Using the entries that follow, report the number of lines that include the string "roads", without any other text.

◆ **Supplied information**:
◆ ◆ ◆

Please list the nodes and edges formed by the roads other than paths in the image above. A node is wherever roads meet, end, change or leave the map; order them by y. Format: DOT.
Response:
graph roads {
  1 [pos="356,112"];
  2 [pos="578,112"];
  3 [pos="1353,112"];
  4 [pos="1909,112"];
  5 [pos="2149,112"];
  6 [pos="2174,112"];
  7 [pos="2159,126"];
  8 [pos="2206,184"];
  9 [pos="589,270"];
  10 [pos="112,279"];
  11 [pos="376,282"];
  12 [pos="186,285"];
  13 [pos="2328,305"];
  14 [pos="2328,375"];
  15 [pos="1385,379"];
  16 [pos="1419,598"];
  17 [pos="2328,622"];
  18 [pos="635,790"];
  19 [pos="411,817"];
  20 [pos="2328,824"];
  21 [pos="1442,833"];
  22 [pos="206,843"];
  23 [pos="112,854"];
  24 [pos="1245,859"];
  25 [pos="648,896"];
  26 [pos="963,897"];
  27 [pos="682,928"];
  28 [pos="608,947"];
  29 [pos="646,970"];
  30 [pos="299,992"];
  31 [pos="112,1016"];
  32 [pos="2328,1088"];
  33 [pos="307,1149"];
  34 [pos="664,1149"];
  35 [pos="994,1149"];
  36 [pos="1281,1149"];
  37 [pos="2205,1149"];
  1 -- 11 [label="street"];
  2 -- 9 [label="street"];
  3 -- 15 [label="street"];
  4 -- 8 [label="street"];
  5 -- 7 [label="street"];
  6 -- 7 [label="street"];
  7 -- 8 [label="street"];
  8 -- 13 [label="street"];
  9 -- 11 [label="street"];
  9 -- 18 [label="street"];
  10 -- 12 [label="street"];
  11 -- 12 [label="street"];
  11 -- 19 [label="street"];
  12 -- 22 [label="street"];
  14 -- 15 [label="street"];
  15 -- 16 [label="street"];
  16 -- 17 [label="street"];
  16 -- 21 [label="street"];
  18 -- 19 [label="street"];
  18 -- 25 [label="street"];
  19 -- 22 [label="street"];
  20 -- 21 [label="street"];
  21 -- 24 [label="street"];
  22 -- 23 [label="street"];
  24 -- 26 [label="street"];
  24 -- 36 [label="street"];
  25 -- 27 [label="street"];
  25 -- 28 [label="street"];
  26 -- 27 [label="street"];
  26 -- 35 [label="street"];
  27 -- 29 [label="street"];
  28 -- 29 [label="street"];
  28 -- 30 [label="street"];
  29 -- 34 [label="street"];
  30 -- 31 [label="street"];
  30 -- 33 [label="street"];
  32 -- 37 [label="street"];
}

◆ ◆ ◆

◆ **Solution below**: 2